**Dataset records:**
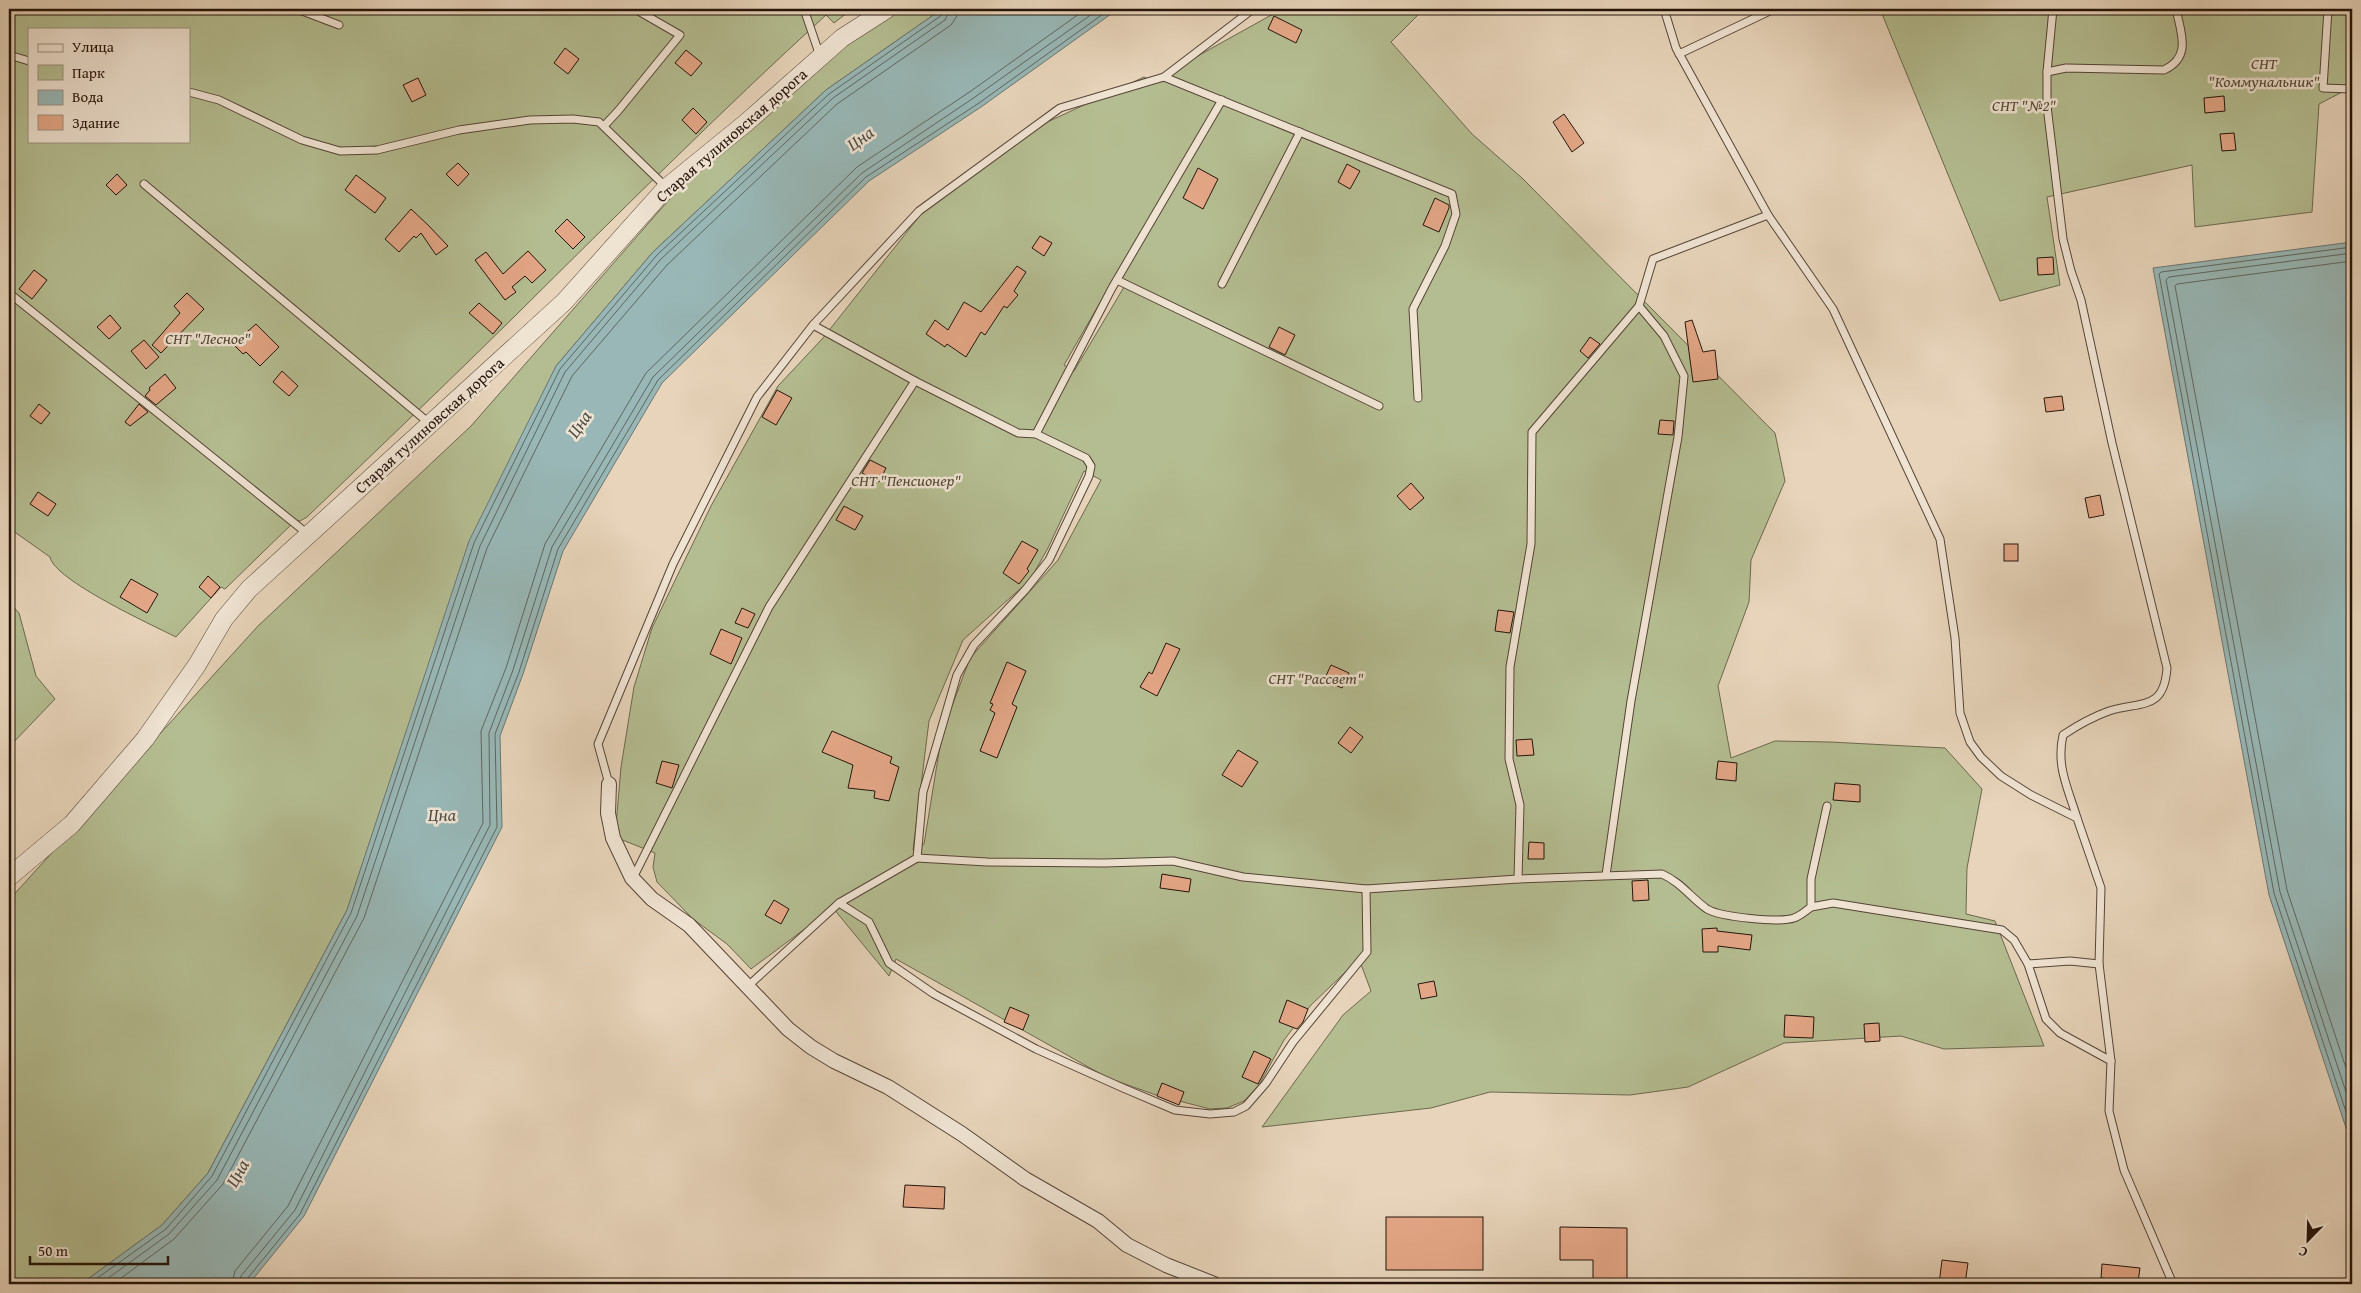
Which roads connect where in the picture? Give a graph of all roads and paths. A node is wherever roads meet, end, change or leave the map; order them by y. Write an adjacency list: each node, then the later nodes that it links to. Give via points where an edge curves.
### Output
1 (297, 9): 11 (lane)
2 (635, 9): 21 (lane, via 680,35)
3 (804, 9): 14 (lane)
4 (887, 9): 14 (street, Старая тулиновская дорога, via 842,38)
5 (1253, 9): 17 (lane)
6 (1664, 9): 12 (lane)
7 (1774, 9): 12 (lane)
8 (2053, 9): 16 (lane)
9 (2176, 9): 16 (lane, via 2183,44 2179,60 2173,66 2164,70 2066,68)
10 (2328, 9): 18 (lane, via 2323,88)
11 (339, 24)
12 (1679, 54): 25 (lane)
13 (9, 55): 15 (lane)
14 (821, 57): 24 (street, Старая тулиновская дорога)
15 (28, 61)
16 (2047, 72): 39 (lane, via 2047,106 2063,239 2167,668 2166,684 2160,696 2144,704 2110,711 2082,722 2064,735 2059,753 2061,768)
17 (1164, 77): 20 (lane); 30 (lane, via 1060,108 919,211)
18 (2352, 89)
19 (190, 92): 21 (lane, via 219,100 302,140 340,151 377,150 459,130 530,120 573,119 599,122)
20 (1222, 100): 22 (lane); 26 (lane)
21 (604, 126): 24 (lane)
22 (1300, 132): 27 (lane); 32 (lane, via 1452,194 1456,214 1445,246 1413,309)
23 (144, 184): 34 (lane)
24 (666, 188): 34 (street, Старая тулиновская дорога, via 564,302)
25 (1768, 215): 29 (lane, via 1653,259); 39 (lane, via 1832,309 1940,539 1955,638 1960,713 1970,742 1981,758 2001,776)
26 (1117, 280): 33 (lane); 35 (lane)
27 (1222, 284)
28 (9, 293): 36 (lane)
29 (1639, 306): 41 (lane, via 1664,336 1684,376 1678,437 1631,701); 44 (lane, via 1532,432 1531,544 1510,667 1509,759 1520,805)
30 (814, 325): 31 (lane); 37 (lane, via 757,397 674,564 598,744)
31 (915, 381): 35 (lane, via 1018,433); 43 (lane, via 769,607)
32 (1418, 398)
33 (1378, 406)
34 (429, 423): 36 (street, Старая тулиновская дорога)
35 (1036, 434): 40 (lane, via 1086,458 1091,466 1089,476 1049,560 974,644 957,675 923,792)
36 (310, 535): 42 (street, Старая тулиновская дорога, via 249,589 224,619 197,666 145,739 78,817)
37 (609, 784): 43 (street, via 608,813 613,838)
38 (1826, 806): 47 (lane, via 1812,879)
39 (2078, 818): 49 (lane, via 2101,888)
40 (917, 858): 45 (lane, via 987,862 1173,861 1243,876); 46 (lane)
41 (1606, 875): 44 (lane); 47 (lane, via 1662,874 1678,881 1709,910 1735,916 1770,921 1795,918)
42 (9, 877)
43 (632, 878): 50 (street, via 652,899 689,925)
44 (1518, 879): 45 (lane)
45 (1366, 889): 46 (lane, via 1367,952 1293,1042 1266,1083 1246,1106 1234,1112 1210,1114 1176,1110 1122,1088 1036,1048 934,994 890,963 869,922)
46 (839, 903): 50 (lane)
47 (1811, 908): 48 (lane, via 1833,903 2002,930 2014,940)
48 (2028, 964): 49 (lane); 51 (lane, via 2046,1019 2060,1033)
49 (2099, 964): 51 (lane)
50 (748, 986): 52 (street, via 788,1029 811,1047 888,1086 1025,1179 1098,1221 1127,1245)
51 (2111, 1061): 53 (lane, via 2109,1111 2124,1170)
52 (1214, 1284)
53 (2173, 1284)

**ABOUT THIS TASK:**
Wherever a line of the entries holds the string "дорога", copy that line.

**ANSWER TO THE PROBLEM:**
4 (887, 9): 14 (street, Старая тулиновская дорога, via 842,38)
14 (821, 57): 24 (street, Старая тулиновская дорога)
24 (666, 188): 34 (street, Старая тулиновская дорога, via 564,302)
34 (429, 423): 36 (street, Старая тулиновская дорога)
36 (310, 535): 42 (street, Старая тулиновская дорога, via 249,589 224,619 197,666 145,739 78,817)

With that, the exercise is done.